*EXERCISE PROMPT*: Note each line in the data holding the string "pinky" and report it.

*Joint position lists*:
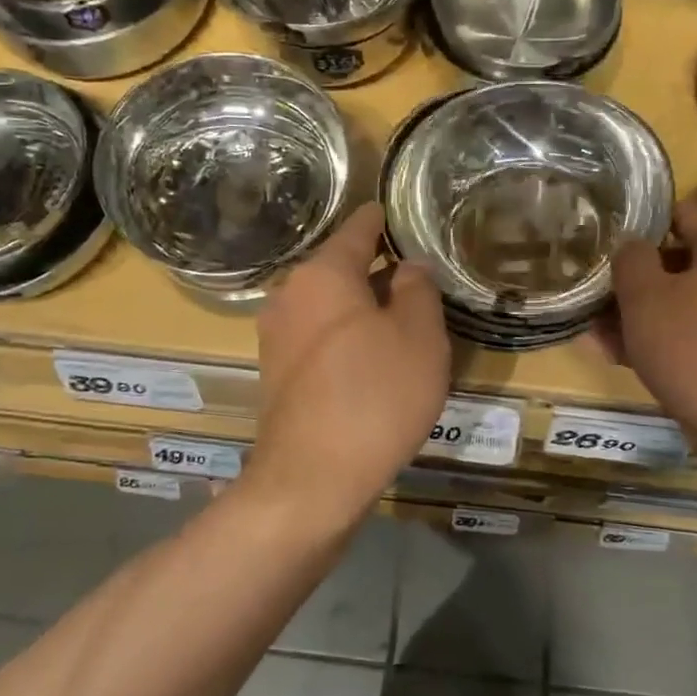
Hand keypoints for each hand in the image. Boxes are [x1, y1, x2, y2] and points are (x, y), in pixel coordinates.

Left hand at [244, 203, 450, 523]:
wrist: (312, 480)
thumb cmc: (376, 396)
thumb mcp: (420, 338)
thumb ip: (418, 290)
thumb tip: (408, 266)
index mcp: (323, 274)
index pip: (359, 228)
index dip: (385, 219)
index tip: (405, 216)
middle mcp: (290, 294)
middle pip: (341, 267)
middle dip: (378, 269)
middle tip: (419, 278)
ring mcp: (276, 335)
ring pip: (329, 304)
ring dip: (362, 306)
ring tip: (403, 319)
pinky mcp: (276, 372)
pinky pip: (318, 335)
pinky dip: (345, 335)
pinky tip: (373, 357)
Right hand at [606, 200, 696, 469]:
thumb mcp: (644, 298)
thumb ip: (630, 260)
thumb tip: (635, 247)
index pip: (684, 214)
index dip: (642, 227)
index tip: (608, 250)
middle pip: (688, 264)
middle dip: (640, 284)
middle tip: (599, 303)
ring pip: (695, 306)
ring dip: (650, 318)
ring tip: (602, 340)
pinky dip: (677, 344)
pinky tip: (635, 365)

*WRITTEN SOLUTION*:
pinky mcp: (276, 372)
pinky pip: (318, 335)
pinky dip: (345, 335)
pinky tip: (373, 357)
pinky dip: (677, 344)
pinky tip: (635, 365)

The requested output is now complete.